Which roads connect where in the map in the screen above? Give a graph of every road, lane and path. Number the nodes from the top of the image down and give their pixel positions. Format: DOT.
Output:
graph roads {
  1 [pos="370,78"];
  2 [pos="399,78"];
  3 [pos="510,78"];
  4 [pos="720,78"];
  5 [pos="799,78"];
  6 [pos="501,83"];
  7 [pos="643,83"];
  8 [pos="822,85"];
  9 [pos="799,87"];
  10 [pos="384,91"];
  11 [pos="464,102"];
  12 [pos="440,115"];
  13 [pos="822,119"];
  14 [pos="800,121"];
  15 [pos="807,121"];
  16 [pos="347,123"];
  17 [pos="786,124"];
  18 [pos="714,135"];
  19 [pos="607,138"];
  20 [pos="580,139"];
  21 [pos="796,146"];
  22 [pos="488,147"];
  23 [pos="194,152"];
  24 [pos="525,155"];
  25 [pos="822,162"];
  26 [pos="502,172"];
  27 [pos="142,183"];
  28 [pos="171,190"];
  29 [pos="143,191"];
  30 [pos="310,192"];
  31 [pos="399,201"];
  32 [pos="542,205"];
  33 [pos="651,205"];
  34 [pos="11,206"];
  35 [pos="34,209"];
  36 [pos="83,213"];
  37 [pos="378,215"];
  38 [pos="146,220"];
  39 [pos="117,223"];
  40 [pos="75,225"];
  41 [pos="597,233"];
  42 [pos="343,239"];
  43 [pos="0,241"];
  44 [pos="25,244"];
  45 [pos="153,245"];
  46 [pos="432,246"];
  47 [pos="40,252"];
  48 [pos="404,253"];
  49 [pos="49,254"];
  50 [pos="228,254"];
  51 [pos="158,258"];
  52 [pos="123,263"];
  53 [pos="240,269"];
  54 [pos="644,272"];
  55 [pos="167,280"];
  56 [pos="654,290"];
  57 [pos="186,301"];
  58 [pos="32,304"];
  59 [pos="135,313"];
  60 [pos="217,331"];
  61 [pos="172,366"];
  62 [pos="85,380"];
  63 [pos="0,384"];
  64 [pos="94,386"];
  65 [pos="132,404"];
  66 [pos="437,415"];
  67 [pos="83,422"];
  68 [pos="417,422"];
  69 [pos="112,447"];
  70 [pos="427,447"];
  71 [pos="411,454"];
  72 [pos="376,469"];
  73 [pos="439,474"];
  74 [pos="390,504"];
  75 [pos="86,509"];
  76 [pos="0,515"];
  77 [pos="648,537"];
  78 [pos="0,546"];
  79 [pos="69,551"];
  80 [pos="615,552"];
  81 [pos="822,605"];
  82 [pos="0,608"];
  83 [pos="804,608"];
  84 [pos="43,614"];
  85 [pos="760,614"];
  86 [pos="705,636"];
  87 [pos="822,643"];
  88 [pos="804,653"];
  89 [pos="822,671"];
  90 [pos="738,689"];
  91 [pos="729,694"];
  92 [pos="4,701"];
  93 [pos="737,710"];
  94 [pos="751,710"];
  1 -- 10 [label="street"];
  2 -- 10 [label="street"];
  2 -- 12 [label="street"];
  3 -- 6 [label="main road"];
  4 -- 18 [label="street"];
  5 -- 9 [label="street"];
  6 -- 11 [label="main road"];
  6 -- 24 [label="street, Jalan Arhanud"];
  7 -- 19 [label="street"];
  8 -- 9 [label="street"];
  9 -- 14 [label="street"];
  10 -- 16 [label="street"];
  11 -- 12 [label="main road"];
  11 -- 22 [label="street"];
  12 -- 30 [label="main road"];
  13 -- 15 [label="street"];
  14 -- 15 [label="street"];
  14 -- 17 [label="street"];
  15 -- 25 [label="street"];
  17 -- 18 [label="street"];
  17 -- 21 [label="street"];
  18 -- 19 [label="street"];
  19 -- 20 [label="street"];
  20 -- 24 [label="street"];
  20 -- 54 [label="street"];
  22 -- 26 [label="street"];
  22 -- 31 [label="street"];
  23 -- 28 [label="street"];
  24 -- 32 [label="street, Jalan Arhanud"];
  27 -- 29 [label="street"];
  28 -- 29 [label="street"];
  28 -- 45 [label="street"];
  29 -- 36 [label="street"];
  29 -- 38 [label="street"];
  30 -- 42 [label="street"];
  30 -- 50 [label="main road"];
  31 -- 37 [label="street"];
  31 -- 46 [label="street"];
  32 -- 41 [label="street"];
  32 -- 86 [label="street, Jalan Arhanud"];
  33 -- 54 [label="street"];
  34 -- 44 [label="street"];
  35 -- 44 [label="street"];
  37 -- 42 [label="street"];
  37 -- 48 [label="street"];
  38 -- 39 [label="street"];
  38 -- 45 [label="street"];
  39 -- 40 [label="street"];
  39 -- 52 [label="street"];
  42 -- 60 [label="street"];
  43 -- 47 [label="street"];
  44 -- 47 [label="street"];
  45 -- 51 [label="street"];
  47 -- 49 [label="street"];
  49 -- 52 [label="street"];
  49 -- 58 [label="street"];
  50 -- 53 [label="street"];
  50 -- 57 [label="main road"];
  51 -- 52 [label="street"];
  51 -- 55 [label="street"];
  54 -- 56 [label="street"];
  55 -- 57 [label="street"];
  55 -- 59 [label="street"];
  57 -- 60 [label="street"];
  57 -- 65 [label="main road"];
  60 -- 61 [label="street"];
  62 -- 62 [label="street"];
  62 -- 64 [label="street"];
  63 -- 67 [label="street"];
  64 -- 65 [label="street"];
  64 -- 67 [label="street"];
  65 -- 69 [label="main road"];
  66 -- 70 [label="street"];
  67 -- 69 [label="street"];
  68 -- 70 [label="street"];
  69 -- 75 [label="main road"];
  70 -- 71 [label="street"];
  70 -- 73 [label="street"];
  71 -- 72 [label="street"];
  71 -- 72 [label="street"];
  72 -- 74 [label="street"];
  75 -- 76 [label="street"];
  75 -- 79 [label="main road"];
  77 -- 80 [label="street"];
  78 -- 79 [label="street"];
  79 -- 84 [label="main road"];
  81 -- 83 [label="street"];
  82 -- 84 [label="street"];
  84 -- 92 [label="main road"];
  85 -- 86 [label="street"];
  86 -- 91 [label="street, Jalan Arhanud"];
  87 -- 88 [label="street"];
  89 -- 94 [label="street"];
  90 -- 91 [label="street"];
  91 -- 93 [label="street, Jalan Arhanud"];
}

◆ ◆ ◆ ◆ ◆ ◆ ◆

Aim of the exercise
Isolate each line of the listing above that includes "Jalan". Copy it.

Exercise response
  6 -- 24 [label="street, Jalan Arhanud"];
  24 -- 32 [label="street, Jalan Arhanud"];
  32 -- 86 [label="street, Jalan Arhanud"];
  86 -- 91 [label="street, Jalan Arhanud"];
  91 -- 93 [label="street, Jalan Arhanud"];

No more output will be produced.